*Work item*
What is needed is an exact transcription of every record, minus the pictures.

*Excerpted data*
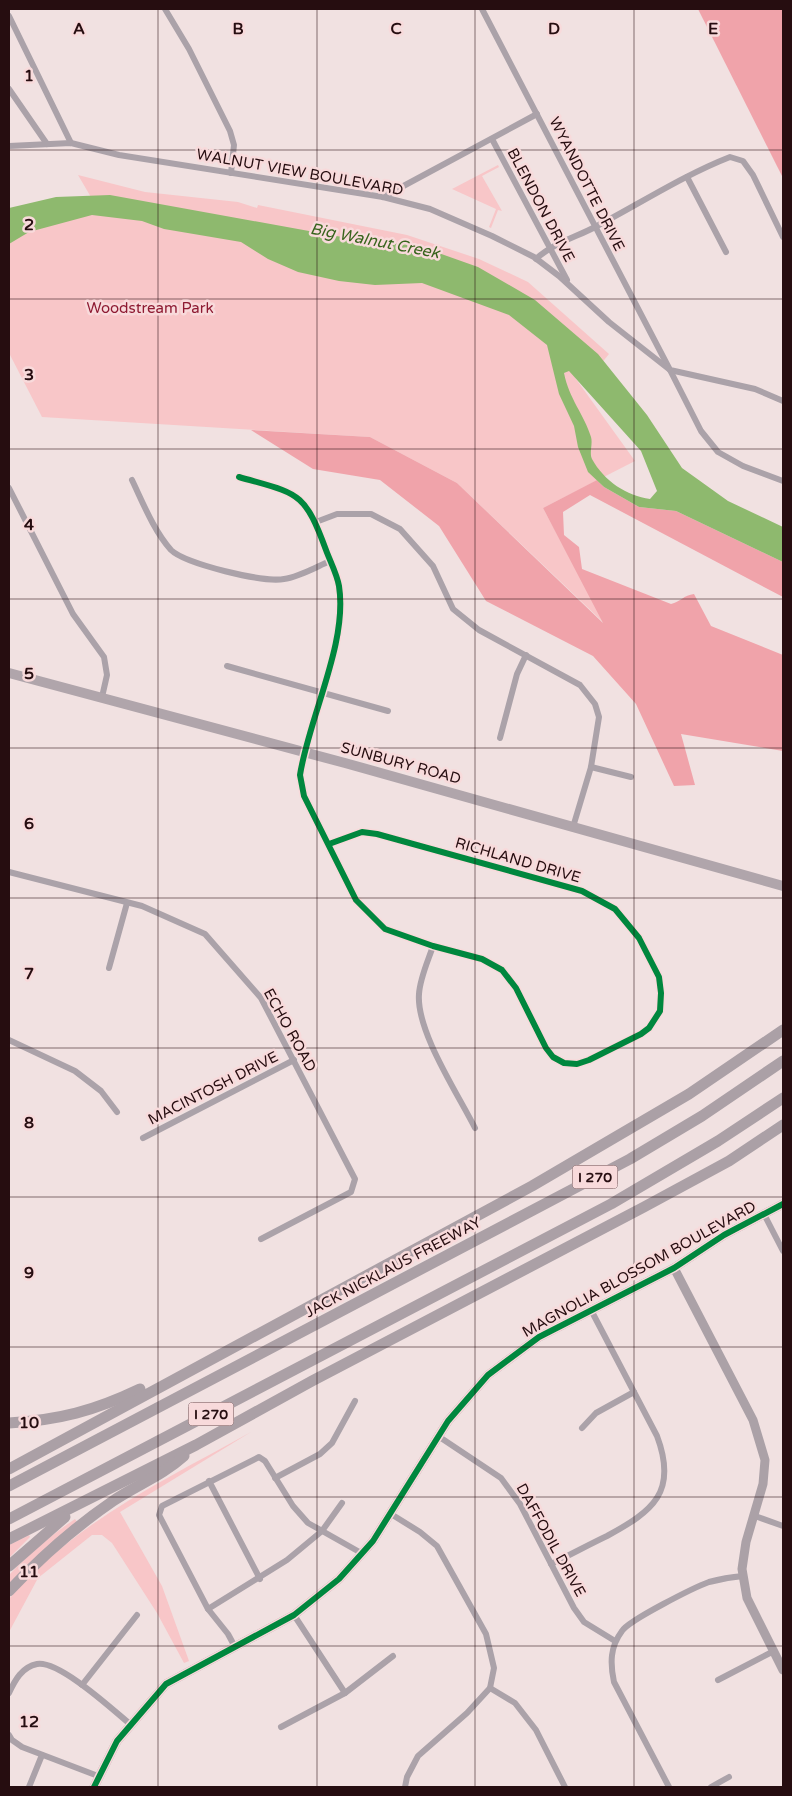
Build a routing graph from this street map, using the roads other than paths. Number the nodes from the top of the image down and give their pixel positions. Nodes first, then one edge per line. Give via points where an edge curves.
1 (165, 9) edge
2 (482, 9) edge
3 (9, 16) edge
4 (9, 89) edge
5 (537, 114) junction
6 (492, 139) junction
7 (71, 143) junction
8 (47, 144) junction
9 (9, 146) edge
10 (231, 173) junction
11 (687, 177) junction
12 (383, 197) junction
13 (594, 228) junction
14 (783, 237) edge
15 (550, 248) junction
16 (726, 252) dead end
17 (536, 259) junction
18 (568, 283) junction
19 (670, 370) junction
20 (783, 401) edge
21 (239, 477) dead end
22 (132, 480) dead end
23 (783, 481) edge
24 (9, 488) edge
25 (316, 522) junction
26 (330, 561) junction
27 (526, 655) junction
28 (227, 666) dead end
29 (9, 673) edge
30 (322, 692) junction
31 (102, 697) junction
32 (388, 711) dead end
33 (500, 738) dead end
34 (305, 753) junction
35 (591, 767) junction
36 (631, 776) dead end
37 (573, 827) junction
38 (329, 844) junction
39 (9, 872) edge
40 (783, 886) edge
41 (127, 903) junction
42 (433, 946) junction
43 (109, 968) dead end
44 (783, 1030) edge
45 (11, 1040) edge
46 (9, 1049) edge
47 (294, 1060) junction
48 (783, 1061) edge
49 (783, 1098) edge
50 (117, 1112) dead end
51 (783, 1125) edge
52 (475, 1128) dead end
53 (143, 1138) dead end
54 (783, 1204) edge
55 (764, 1214) junction
56 (261, 1239) dead end
57 (783, 1251) edge
58 (674, 1268) junction
59 (591, 1310) junction
60 (281, 1321) junction
61 (634, 1392) junction
62 (355, 1401) dead end
63 (9, 1423) edge
64 (582, 1428) dead end
65 (438, 1436) junction
66 (196, 1445) junction
67 (9, 1469) edge
68 (275, 1478) junction
69 (209, 1481) junction
70 (9, 1486) edge
71 (104, 1491) junction
72 (342, 1503) dead end
73 (391, 1514) junction
74 (754, 1516) junction
75 (9, 1520) edge
76 (783, 1526) edge
77 (322, 1531) junction
78 (9, 1538) edge
79 (363, 1554) junction
80 (551, 1564) junction
81 (9, 1566) edge
82 (743, 1576) junction
83 (260, 1579) junction
84 (9, 1592) edge
85 (208, 1609) junction
86 (137, 1615) dead end
87 (294, 1615) junction
88 (615, 1641) junction
89 (235, 1647) junction
90 (774, 1651) junction
91 (393, 1656) dead end
92 (783, 1670) edge
93 (718, 1680) dead end
94 (82, 1685) junction
95 (490, 1688) junction
96 (9, 1693) edge
97 (345, 1693) junction
98 (130, 1724) junction
99 (282, 1727) dead end
100 (9, 1735) edge
101 (42, 1754) junction
102 (98, 1776) junction
103 (729, 1777) dead end
104 (29, 1787) edge
105 (94, 1787) edge
106 (405, 1787) edge
107 (565, 1787) edge
108 (669, 1787) edge
109 (711, 1787) edge

1 - 10 street via 230,131 234,145
2 - 5 street, WYANDOTTE DRIVE
3 - 7 street
4 - 8 street
5 - 6 street
5 - 13 street, WYANDOTTE DRIVE
6 - 12 street
6 - 15 street, BLENDON DRIVE
7 - 8 street, WALNUT VIEW BOULEVARD
7 - 10 street, WALNUT VIEW BOULEVARD via 110,153
8 - 9 street, WALNUT VIEW BOULEVARD
10 - 12 street, WALNUT VIEW BOULEVARD
11 - 13 street
11 - 14 street via 730,156 743,161
11 - 16 street
12 - 17 street, WALNUT VIEW BOULEVARD via 430,209
13 - 15 street
13 - 19 street, WYANDOTTE DRIVE
15 - 17 street
15 - 18 street, BLENDON DRIVE
17 - 18 street, WALNUT VIEW BOULEVARD
18 - 19 street, WALNUT VIEW BOULEVARD via 609,322
19 - 20 street via 755,389
19 - 23 street, WALNUT VIEW BOULEVARD via 701,431 718,452 743,466
21 - 25 street via 299,498
22 - 26 street via 164,541 173,552 186,559 256,578 284,579
24 - 31 street via 73,614 104,657 107,675
25 - 26 street
25 - 27 street via 337,514 371,514 400,529 433,566 453,609 479,630
26 - 30 street via 339,584 341,617
27 - 33 street via 517,674
27 - 35 street via 580,685 595,704 599,724
28 - 30 street
29 - 31 main road, SUNBURY ROAD
30 - 32 street
30 - 34 street
31 - 34 main road, SUNBURY ROAD
34 - 37 main road, SUNBURY ROAD
34 - 38 street via 300,775 304,796
35 - 36 street
35 - 37 street
37 - 40 main road, SUNBURY ROAD
38 - 42 street via 356,900 385,929
38 - 42 street, RICHLAND DRIVE via 362,832 377,834 582,891 615,909 639,938 659,977 660,1011 641,1034 589,1060 564,1064 546,1048 516,988 502,970 482,959
39 - 41 street, ECHO ROAD
41 - 43 street
41 - 47 street, ECHO ROAD via 142,906 205,934 261,998
42 - 52 street via 419,993 419,1016
44 - 60 highway via 689,1094 532,1186
45 - 46 street
45 - 50 street via 75,1071 101,1091
47 - 53 street, MACINTOSH DRIVE
47 - 56 street, ECHO ROAD via 353,1173 354,1186 345,1196
48 - 70 highway, JACK NICKLAUS FREEWAY / I 270 via 702,1116 630,1159
49 - 75 highway, I 270 via 718,1141 611,1204
51 - 66 highway via 720,1165
54 - 55 street, MAGNOLIA BLOSSOM BOULEVARD
55 - 57 street
55 - 58 street, MAGNOLIA BLOSSOM BOULEVARD via 724,1235
58 - 59 street, MAGNOLIA BLOSSOM BOULEVARD
58 - 74 street via 754,1420 765,1460 763,1484
59 - 61 street
59 - 65 street, MAGNOLIA BLOSSOM BOULEVARD via 538,1337 488,1375
60 - 63 highway via 88,1412 48,1421
60 - 67 highway
61 - 64 street via 596,1413
61 - 80 street via 664,1454 665,1474 654,1505 636,1520
62 - 68 street via 332,1443 320,1454
65 - 73 street, MAGNOLIA BLOSSOM BOULEVARD
65 - 80 street, DAFFODIL DRIVE via 501,1478 520,1504
66 - 71 highway
66 - 84 highway via 168,1470 115,1500 78,1526
68 - 69 street via 265,1462 254,1457
68 - 77 street via 308,1523
69 - 83 street
69 - 85 street via 158,1511
71 - 78 highway
71 - 81 highway via 55,1523
72 - 77 street
73 - 79 street, MAGNOLIA BLOSSOM BOULEVARD
73 - 95 street via 437,1546 449,1566 486,1634 494,1668
74 - 76 street
74 - 82 street via 746,1542
77 - 79 street
77 - 83 street
79 - 87 street, MAGNOLIA BLOSSOM BOULEVARD via 340,1579
80 - 88 street, DAFFODIL DRIVE via 584,1622
82 - 88 street via 708,1582 623,1628
82 - 90 street via 747,1598
83 - 85 street
85 - 89 street
86 - 94 street
87 - 89 street, MAGNOLIA BLOSSOM BOULEVARD
87 - 97 street
88 - 108 street via 610,1663 614,1682
89 - 98 street, MAGNOLIA BLOSSOM BOULEVARD via 166,1684
90 - 92 street
90 - 93 street
91 - 97 street
94 - 96 street via 50,1665 39,1664 20,1673
94 - 98 street
95 - 106 street via 418,1756
95 - 107 street via 515,1703 536,1730
97 - 99 street
98 - 102 street, MAGNOLIA BLOSSOM BOULEVARD
100 - 101 street via 22,1747
101 - 102 street
101 - 104 street
102 - 105 street, MAGNOLIA BLOSSOM BOULEVARD
103 - 109 street

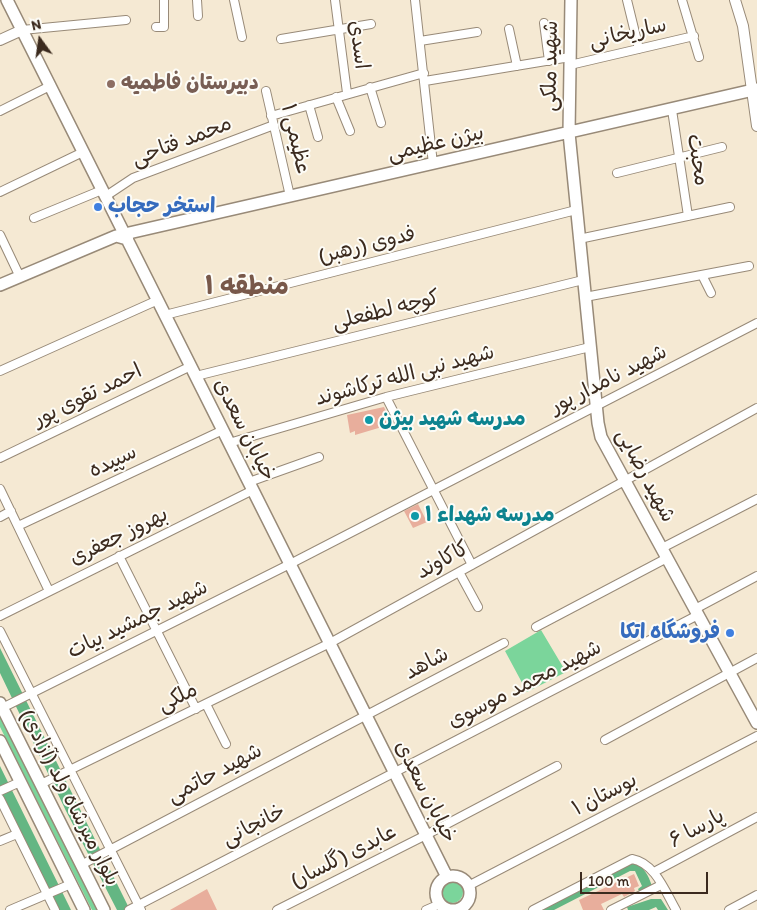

*Expected answer*
Build a routing graph from this street map, using the roads other than paths. Number the nodes from the top of the image down and give their pixel positions. Nodes first, then one edge per line. Give via points where an edge curves.
1 (165, 9) edge
2 (482, 9) edge
3 (9, 16) edge
4 (9, 89) edge
5 (537, 114) junction
6 (492, 139) junction
7 (71, 143) junction
8 (47, 144) junction
9 (9, 146) edge
10 (231, 173) junction
11 (687, 177) junction
12 (383, 197) junction
13 (594, 228) junction
14 (783, 237) edge
15 (550, 248) junction
16 (726, 252) dead end
17 (536, 259) junction
18 (568, 283) junction
19 (670, 370) junction
20 (783, 401) edge
21 (239, 477) dead end
22 (132, 480) dead end
23 (783, 481) edge
24 (9, 488) edge
25 (316, 522) junction
26 (330, 561) junction
27 (526, 655) junction
28 (227, 666) dead end
29 (9, 673) edge
30 (322, 692) junction
31 (102, 697) junction
32 (388, 711) dead end
33 (500, 738) dead end
34 (305, 753) junction
35 (591, 767) junction
36 (631, 776) dead end
37 (573, 827) junction
38 (329, 844) junction
39 (9, 872) edge
40 (783, 886) edge
41 (127, 903) junction
42 (433, 946) junction
43 (109, 968) dead end
44 (783, 1030) edge
45 (11, 1040) edge
46 (9, 1049) edge
47 (294, 1060) junction
48 (783, 1061) edge
49 (783, 1098) edge
50 (117, 1112) dead end
51 (783, 1125) edge
52 (475, 1128) dead end
53 (143, 1138) dead end
54 (783, 1204) edge
55 (764, 1214) junction
56 (261, 1239) dead end
57 (783, 1251) edge
58 (674, 1268) junction
59 (591, 1310) junction
60 (281, 1321) junction
61 (634, 1392) junction
62 (355, 1401) dead end
63 (9, 1423) edge
64 (582, 1428) dead end
65 (438, 1436) junction
66 (196, 1445) junction
67 (9, 1469) edge
68 (275, 1478) junction
69 (209, 1481) junction
70 (9, 1486) edge
71 (104, 1491) junction
72 (342, 1503) dead end
73 (391, 1514) junction
74 (754, 1516) junction
75 (9, 1520) edge
76 (783, 1526) edge
77 (322, 1531) junction
78 (9, 1538) edge
79 (363, 1554) junction
80 (551, 1564) junction
81 (9, 1566) edge
82 (743, 1576) junction
83 (260, 1579) junction
84 (9, 1592) edge
85 (208, 1609) junction
86 (137, 1615) dead end
87 (294, 1615) junction
88 (615, 1641) junction
89 (235, 1647) junction
90 (774, 1651) junction
91 (393, 1656) dead end
92 (783, 1670) edge
93 (718, 1680) dead end
94 (82, 1685) junction
95 (490, 1688) junction
96 (9, 1693) edge
97 (345, 1693) junction
98 (130, 1724) junction
99 (282, 1727) dead end
100 (9, 1735) edge
101 (42, 1754) junction
102 (98, 1776) junction
103 (729, 1777) dead end
104 (29, 1787) edge
105 (94, 1787) edge
106 (405, 1787) edge
107 (565, 1787) edge
108 (669, 1787) edge
109 (711, 1787) edge

1 - 10 street via 230,131 234,145
2 - 5 street, WYANDOTTE DRIVE
3 - 7 street
4 - 8 street
5 - 6 street
5 - 13 street, WYANDOTTE DRIVE
6 - 12 street
6 - 15 street, BLENDON DRIVE
7 - 8 street, WALNUT VIEW BOULEVARD
7 - 10 street, WALNUT VIEW BOULEVARD via 110,153
8 - 9 street, WALNUT VIEW BOULEVARD
10 - 12 street, WALNUT VIEW BOULEVARD
11 - 13 street
11 - 14 street via 730,156 743,161
11 - 16 street
12 - 17 street, WALNUT VIEW BOULEVARD via 430,209
13 - 15 street
13 - 19 street, WYANDOTTE DRIVE
15 - 17 street
15 - 18 street, BLENDON DRIVE
17 - 18 street, WALNUT VIEW BOULEVARD
18 - 19 street, WALNUT VIEW BOULEVARD via 609,322
19 - 20 street via 755,389
19 - 23 street, WALNUT VIEW BOULEVARD via 701,431 718,452 743,466
21 - 25 street via 299,498
22 - 26 street via 164,541 173,552 186,559 256,578 284,579
24 - 31 street via 73,614 104,657 107,675
25 - 26 street
25 - 27 street via 337,514 371,514 400,529 433,566 453,609 479,630
26 - 30 street via 339,584 341,617
27 - 33 street via 517,674
27 - 35 street via 580,685 595,704 599,724
28 - 30 street
29 - 31 main road, SUNBURY ROAD
30 - 32 street
30 - 34 street
31 - 34 main road, SUNBURY ROAD
34 - 37 main road, SUNBURY ROAD
34 - 38 street via 300,775 304,796
35 - 36 street
35 - 37 street
37 - 40 main road, SUNBURY ROAD
38 - 42 street via 356,900 385,929
38 - 42 street, RICHLAND DRIVE via 362,832 377,834 582,891 615,909 639,938 659,977 660,1011 641,1034 589,1060 564,1064 546,1048 516,988 502,970 482,959
39 - 41 street, ECHO ROAD
41 - 43 street
41 - 47 street, ECHO ROAD via 142,906 205,934 261,998
42 - 52 street via 419,993 419,1016
44 - 60 highway via 689,1094 532,1186
45 - 46 street
45 - 50 street via 75,1071 101,1091
47 - 53 street, MACINTOSH DRIVE
47 - 56 street, ECHO ROAD via 353,1173 354,1186 345,1196
48 - 70 highway, JACK NICKLAUS FREEWAY / I 270 via 702,1116 630,1159
49 - 75 highway, I 270 via 718,1141 611,1204
51 - 66 highway via 720,1165
54 - 55 street, MAGNOLIA BLOSSOM BOULEVARD
55 - 57 street
55 - 58 street, MAGNOLIA BLOSSOM BOULEVARD via 724,1235
58 - 59 street, MAGNOLIA BLOSSOM BOULEVARD
58 - 74 street via 754,1420 765,1460 763,1484
59 - 61 street
59 - 65 street, MAGNOLIA BLOSSOM BOULEVARD via 538,1337 488,1375
60 - 63 highway via 88,1412 48,1421
60 - 67 highway
61 - 64 street via 596,1413
61 - 80 street via 664,1454 665,1474 654,1505 636,1520
62 - 68 street via 332,1443 320,1454
65 - 73 street, MAGNOLIA BLOSSOM BOULEVARD
65 - 80 street, DAFFODIL DRIVE via 501,1478 520,1504
66 - 71 highway
66 - 84 highway via 168,1470 115,1500 78,1526
68 - 69 street via 265,1462 254,1457
68 - 77 street via 308,1523
69 - 83 street
69 - 85 street via 158,1511
71 - 78 highway
71 - 81 highway via 55,1523
72 - 77 street
73 - 79 street, MAGNOLIA BLOSSOM BOULEVARD
73 - 95 street via 437,1546 449,1566 486,1634 494,1668
74 - 76 street
74 - 82 street via 746,1542
77 - 79 street
77 - 83 street
79 - 87 street, MAGNOLIA BLOSSOM BOULEVARD via 340,1579
80 - 88 street, DAFFODIL DRIVE via 584,1622
82 - 88 street via 708,1582 623,1628
82 - 90 street via 747,1598
83 - 85 street
85 - 89 street
86 - 94 street
87 - 89 street, MAGNOLIA BLOSSOM BOULEVARD
87 - 97 street
88 - 108 street via 610,1663 614,1682
89 - 98 street, MAGNOLIA BLOSSOM BOULEVARD via 166,1684
90 - 92 street
90 - 93 street
91 - 97 street
94 - 96 street via 50,1665 39,1664 20,1673
94 - 98 street
95 - 106 street via 418,1756
95 - 107 street via 515,1703 536,1730
97 - 99 street
98 - 102 street, MAGNOLIA BLOSSOM BOULEVARD
100 - 101 street via 22,1747
101 - 102 street
101 - 104 street
102 - 105 street, MAGNOLIA BLOSSOM BOULEVARD
103 - 109 street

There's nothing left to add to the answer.